Oleh: Siti Hajar
Mengenal diri
adalah perjalanan yang panjang, kadang menyenangkan, kadang menyakitkan. Di
zaman ini, banyak orang mencoba lebih sadar akan siapa dirinya—bukan hanya
lewat terapi atau refleksi spiritual, tapi juga melalui alat bantu seperti
MBTI.
MBTI, atau Myers-Briggs
Type Indicator, adalah sebuah klasifikasi kepribadian yang disusun
berdasarkan teori psikologi Carl Jung dan dikembangkan oleh Isabel Briggs Myers
dan ibunya, Katharine Cook Briggs.
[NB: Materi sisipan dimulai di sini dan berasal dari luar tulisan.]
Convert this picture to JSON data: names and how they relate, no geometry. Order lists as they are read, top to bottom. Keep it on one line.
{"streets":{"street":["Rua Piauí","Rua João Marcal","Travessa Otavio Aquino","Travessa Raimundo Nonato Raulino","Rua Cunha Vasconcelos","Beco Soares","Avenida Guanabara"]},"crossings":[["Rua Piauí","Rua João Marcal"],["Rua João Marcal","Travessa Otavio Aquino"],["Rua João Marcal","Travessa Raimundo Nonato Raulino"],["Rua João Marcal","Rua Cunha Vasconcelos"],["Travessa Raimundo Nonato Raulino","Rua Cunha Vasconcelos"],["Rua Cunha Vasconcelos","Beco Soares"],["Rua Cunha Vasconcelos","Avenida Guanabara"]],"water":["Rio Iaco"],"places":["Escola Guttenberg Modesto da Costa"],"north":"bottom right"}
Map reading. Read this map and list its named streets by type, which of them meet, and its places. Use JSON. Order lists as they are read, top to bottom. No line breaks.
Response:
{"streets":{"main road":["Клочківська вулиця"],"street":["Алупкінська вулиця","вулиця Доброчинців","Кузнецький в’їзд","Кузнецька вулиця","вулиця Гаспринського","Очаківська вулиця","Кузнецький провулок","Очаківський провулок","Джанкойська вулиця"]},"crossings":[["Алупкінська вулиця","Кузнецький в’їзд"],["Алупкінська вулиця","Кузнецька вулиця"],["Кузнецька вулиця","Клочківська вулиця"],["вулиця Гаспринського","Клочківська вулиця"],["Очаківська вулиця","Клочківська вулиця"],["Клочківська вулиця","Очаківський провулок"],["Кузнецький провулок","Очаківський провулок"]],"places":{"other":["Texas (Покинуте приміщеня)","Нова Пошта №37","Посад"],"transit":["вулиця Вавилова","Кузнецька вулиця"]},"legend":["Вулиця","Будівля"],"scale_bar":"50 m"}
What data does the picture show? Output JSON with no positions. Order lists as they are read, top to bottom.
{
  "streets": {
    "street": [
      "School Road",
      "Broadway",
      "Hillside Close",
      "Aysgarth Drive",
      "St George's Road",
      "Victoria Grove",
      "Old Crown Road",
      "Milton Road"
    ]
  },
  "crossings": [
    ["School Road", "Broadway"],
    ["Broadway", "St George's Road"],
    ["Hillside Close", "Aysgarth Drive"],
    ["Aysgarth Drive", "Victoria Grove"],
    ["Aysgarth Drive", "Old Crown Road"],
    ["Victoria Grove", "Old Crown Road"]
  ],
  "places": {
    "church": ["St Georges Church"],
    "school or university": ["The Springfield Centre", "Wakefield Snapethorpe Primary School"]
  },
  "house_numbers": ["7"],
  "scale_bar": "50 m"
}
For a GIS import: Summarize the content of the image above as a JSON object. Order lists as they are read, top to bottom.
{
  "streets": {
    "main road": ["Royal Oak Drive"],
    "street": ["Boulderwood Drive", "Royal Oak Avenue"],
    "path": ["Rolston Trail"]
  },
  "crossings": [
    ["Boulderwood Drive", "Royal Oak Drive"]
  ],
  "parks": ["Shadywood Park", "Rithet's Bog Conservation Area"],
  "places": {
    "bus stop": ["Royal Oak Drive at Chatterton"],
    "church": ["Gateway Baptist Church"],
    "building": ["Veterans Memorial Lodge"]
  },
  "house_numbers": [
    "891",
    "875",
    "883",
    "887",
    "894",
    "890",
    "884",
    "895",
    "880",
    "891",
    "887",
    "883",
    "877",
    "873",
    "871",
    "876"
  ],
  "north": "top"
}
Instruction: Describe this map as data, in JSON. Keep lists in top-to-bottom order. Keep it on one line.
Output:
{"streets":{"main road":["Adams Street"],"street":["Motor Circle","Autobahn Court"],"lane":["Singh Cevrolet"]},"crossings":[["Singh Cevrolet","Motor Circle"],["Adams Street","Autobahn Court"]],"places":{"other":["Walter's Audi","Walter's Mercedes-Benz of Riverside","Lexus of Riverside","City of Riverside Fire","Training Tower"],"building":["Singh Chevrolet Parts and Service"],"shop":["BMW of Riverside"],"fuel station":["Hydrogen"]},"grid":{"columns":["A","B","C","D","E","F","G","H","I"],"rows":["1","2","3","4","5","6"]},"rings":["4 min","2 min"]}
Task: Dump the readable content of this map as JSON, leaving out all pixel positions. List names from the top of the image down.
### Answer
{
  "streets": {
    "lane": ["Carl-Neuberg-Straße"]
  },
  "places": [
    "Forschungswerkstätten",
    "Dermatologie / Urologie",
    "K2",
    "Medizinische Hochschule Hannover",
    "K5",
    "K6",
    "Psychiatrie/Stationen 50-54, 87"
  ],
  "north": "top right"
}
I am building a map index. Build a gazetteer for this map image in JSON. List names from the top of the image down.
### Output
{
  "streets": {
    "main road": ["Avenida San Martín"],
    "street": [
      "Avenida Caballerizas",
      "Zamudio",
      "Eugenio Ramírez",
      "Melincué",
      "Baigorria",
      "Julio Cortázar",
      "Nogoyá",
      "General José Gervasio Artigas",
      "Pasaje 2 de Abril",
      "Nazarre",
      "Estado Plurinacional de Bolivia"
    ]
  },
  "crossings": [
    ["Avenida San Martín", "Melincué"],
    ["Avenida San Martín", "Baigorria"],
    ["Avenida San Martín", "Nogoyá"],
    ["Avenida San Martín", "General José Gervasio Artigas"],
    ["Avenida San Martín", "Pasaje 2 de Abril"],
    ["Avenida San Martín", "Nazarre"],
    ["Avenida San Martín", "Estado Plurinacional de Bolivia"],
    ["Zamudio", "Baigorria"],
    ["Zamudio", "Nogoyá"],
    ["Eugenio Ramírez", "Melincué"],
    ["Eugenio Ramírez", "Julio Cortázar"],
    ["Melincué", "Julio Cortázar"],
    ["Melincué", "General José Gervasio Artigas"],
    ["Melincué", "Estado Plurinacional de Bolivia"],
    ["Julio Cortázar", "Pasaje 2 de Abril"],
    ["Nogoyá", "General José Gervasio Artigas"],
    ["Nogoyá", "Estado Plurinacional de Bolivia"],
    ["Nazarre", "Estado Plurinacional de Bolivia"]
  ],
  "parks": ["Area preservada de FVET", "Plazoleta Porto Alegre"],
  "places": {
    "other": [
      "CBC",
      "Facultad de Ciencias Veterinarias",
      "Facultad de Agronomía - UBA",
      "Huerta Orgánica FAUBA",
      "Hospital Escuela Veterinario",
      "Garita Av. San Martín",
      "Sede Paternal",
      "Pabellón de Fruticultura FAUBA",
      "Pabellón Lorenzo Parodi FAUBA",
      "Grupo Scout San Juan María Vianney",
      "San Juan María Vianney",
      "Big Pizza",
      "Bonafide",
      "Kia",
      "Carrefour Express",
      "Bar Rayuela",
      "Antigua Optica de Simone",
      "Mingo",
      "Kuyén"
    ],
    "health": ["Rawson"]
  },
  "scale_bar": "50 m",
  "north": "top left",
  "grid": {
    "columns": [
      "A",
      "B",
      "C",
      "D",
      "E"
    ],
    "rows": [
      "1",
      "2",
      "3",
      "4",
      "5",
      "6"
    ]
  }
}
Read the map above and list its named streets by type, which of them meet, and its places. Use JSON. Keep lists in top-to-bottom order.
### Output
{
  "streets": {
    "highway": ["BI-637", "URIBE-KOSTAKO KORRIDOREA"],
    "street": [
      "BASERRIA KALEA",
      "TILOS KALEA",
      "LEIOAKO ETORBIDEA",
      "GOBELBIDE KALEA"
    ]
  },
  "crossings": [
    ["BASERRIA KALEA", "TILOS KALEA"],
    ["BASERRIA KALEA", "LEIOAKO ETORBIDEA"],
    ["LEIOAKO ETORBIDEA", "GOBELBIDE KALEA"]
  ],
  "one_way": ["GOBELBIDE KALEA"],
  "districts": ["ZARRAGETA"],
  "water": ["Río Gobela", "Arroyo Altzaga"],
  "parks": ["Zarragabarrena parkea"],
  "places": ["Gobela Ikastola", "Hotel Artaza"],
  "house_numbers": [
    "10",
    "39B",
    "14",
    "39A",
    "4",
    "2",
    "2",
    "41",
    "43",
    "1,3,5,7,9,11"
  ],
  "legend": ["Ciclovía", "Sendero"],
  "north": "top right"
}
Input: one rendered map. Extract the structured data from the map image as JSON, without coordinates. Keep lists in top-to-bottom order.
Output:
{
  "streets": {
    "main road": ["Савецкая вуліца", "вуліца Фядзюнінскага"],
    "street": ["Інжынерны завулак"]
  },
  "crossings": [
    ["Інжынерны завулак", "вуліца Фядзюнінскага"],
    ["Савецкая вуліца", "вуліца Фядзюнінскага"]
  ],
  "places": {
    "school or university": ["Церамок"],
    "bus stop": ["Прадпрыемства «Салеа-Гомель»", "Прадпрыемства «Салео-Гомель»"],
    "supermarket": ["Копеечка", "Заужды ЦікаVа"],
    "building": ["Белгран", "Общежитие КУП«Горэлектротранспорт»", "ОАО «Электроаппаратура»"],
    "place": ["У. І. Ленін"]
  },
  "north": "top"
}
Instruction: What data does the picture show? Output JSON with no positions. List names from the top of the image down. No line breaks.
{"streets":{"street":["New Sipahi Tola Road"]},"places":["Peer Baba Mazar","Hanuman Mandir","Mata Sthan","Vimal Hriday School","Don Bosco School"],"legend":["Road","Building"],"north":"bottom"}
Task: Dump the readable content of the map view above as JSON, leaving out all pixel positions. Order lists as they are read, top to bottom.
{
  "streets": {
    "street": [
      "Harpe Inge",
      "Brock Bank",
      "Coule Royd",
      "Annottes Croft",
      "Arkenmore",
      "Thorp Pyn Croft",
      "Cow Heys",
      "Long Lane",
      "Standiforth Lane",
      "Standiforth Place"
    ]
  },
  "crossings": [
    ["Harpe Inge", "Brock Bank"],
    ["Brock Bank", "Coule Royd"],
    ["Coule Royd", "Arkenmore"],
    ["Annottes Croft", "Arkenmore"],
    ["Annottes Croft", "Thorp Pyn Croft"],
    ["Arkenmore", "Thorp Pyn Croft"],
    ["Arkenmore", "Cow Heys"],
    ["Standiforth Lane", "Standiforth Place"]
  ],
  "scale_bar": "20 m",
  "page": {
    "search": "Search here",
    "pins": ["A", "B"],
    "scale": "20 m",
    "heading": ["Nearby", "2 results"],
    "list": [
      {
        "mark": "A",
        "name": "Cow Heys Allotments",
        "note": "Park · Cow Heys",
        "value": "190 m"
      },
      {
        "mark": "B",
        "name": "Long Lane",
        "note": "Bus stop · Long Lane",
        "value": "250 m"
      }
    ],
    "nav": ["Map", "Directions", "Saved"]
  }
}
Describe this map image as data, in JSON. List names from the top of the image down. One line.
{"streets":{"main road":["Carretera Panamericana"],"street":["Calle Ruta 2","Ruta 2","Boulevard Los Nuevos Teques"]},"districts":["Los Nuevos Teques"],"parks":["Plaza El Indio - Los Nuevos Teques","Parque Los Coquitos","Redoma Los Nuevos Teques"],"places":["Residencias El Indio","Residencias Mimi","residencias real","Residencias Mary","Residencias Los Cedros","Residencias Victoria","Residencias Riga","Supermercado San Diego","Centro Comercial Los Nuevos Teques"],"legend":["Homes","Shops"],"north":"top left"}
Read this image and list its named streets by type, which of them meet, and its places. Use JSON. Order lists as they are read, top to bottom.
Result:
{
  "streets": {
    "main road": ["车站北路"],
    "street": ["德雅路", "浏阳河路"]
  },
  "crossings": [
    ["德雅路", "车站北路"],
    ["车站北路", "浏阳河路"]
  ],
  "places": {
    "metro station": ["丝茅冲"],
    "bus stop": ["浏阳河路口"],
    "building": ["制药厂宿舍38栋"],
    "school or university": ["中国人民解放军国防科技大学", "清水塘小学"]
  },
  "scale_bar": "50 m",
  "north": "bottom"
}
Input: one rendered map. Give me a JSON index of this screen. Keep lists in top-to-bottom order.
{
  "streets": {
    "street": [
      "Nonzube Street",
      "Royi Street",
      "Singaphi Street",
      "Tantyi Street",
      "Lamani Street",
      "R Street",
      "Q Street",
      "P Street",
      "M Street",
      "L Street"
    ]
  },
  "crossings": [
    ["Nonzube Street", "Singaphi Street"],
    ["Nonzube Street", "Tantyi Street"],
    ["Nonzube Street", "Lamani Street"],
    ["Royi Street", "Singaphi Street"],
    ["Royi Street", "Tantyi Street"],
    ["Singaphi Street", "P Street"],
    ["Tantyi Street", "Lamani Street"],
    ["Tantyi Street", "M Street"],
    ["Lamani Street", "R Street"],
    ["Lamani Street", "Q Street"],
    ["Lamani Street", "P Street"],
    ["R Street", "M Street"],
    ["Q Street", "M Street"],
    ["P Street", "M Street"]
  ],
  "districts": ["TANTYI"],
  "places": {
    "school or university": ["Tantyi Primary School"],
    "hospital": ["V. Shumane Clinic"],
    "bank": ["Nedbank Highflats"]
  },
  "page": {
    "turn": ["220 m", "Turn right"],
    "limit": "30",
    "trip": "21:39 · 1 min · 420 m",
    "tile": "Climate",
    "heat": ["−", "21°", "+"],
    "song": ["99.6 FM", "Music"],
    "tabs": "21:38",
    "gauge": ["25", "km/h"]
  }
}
Dalam sistem ini, setiap individu dibagi
menjadi 16 tipe kepribadian berdasarkan empat dimensi: cara kita mendapatkan
energi (Ekstrovert/Introvert), cara kita memproses informasi
(Sensing/Intuition), cara kita membuat keputusan (Thinking/Feeling), dan cara
kita menjalani hidup (Judging/Perceiving).
Aku termasuk
dalam tipe ENFP — Extraversion, Intuition, Feeling, Perceiving.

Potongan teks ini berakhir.